TRIAL COURT ABUSED DISCRETION BY SETTING ASIDE JURY VERDICT IN PLAINTIFF’S FAVOR AND DISMISSING CASE BASED ON PLAINTIFF’S GIVING OF INCONSISTENT TESTIMONY REGARDING PRIOR MEDICAL TREATMENT – DEFENSE COUNSEL COULD HAVE SOUGHT A PRE-TRIAL OR IN TRIAL REMEDY BUT MADE A TACTICAL DECISION TO PRESENT THE ISSUE TO THE JURY, AND THE JURY RETURNED A VERDICT FOR THE PLAINTIFF DESPITE THE INCONSISTENCIES
Salazar v. Gomez, 46 Fla. L. Weekly D387 (Fla. 3rd DCA February 17, 2021):
A 23-year-old body builder and personal trainer was involved in a car accident, and sustained neck injuries requiring surgery due to a herniated disc. During his deposition, plaintiff disclosed that he had previously been involved in a minor fender bender the year before, but did not sustain any injuries and did not receive any treatment from that accident. He testified that he had sustained injuries while competing at CrossFit, and had received physical therapy for sports related muscle aches. He denied ever having been treated by an orthopedic surgeon.
A week before trial, defense counsel received medical records, which on their face appeared to contradict the plaintiff’s prior testimony about prior medical treatment. Defense counsel did not seek a continuance to conduct more discovery, or request an updated deposition, or bring any pre-trial motions regarding the alleged late discovery or inconsistencies.

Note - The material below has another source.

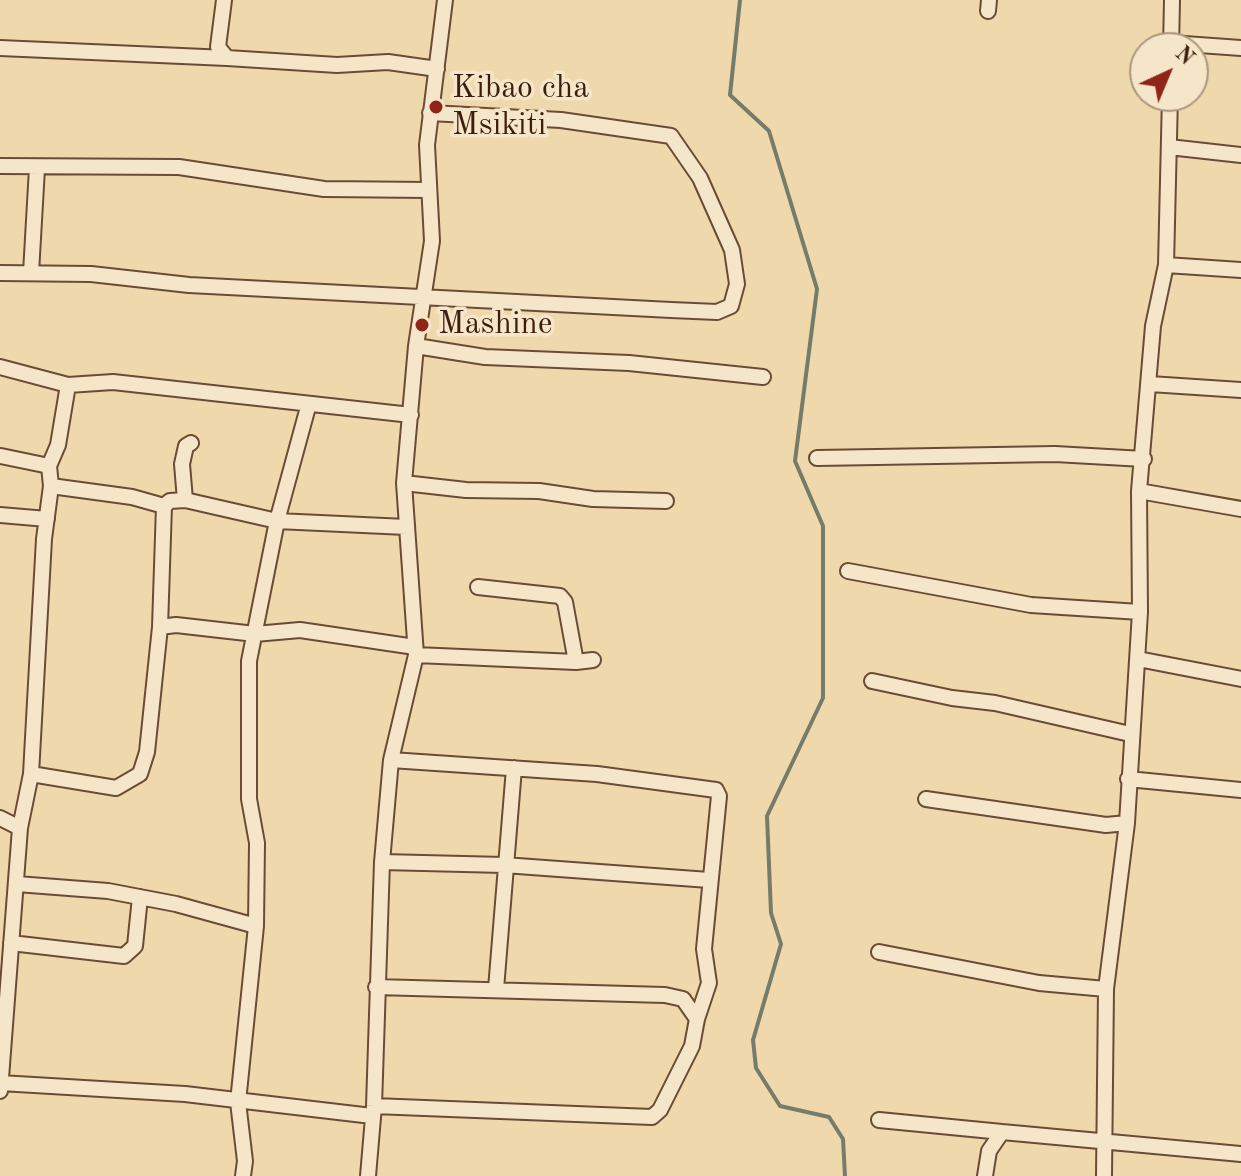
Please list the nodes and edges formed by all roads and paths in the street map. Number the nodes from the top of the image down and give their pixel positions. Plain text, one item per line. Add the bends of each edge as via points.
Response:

Instead, the parties proceeded to trial where defense counsel confronted the plaintiff with the alleged inconsistencies. The plaintiff explained that he may have misspoken regarding prior treatment by an orthopedic surgeon and maintained that his prior chiropractic treatment was related to fitness activities, and not any accident.
The jury found for the plaintiff, and apportioned the majority of negligence to the defendant. Following the verdict, the defendant moved to dismiss for fraud and/or for a new trial, realleging the same inconsistencies that were presented to the jury. The trial court granted the motion and dismissed the case with prejudice.
The court agreed that the plaintiff gave inconsistent testimony. However, the inconsistent testimony was known to defense counsel before trial, and tested through cross-examination and re-direct at trial.
Importantly, both sides presented their respective theories of the evidence to the jury, and the jury was therefore fully appraised of the alleged inconsistencies to the point where it could make its own determination about whether the plaintiff lied or provided a reasonable explanation. By its verdict, the jury implicitly rejected the theory that the plaintiff’s inconsistencies were “lies.”
Even in a case where a witness knowingly gives and uses false testimony, the proper remedy is to bring a motion, including a motion for mistrial or a motion for continuance.
Here the defendant did not seek either a pre-trial or an in-trial remedy. As the trial judge observed during the hearing on the post-trial motion to dismiss, the defendant consciously chose not to bring a motion to dismiss for fraud, choosing instead to present the issues to the jury and hoping for a defense verdict.
The court refused to reward this tactical decision. Essential to its analysis was that the defendant did not present any new evidence following the verdict, and the trial court did not conduct an evidentiary hearing on the motion, which had previously been submitted to the jury. The appellate court emphasized that inconsistencies or contradictions in testimony which perpetuate an unconscionable scheme to interfere with the jury’s ability and partially adjudicate the matter can be significant enough to warrant a finding of fraud, but such a finding must be supported by clear and convincing evidence which this record did not contain.
The court reversed, ruling that the trial judge abused his discretion in overturning the verdict and dismissing the case.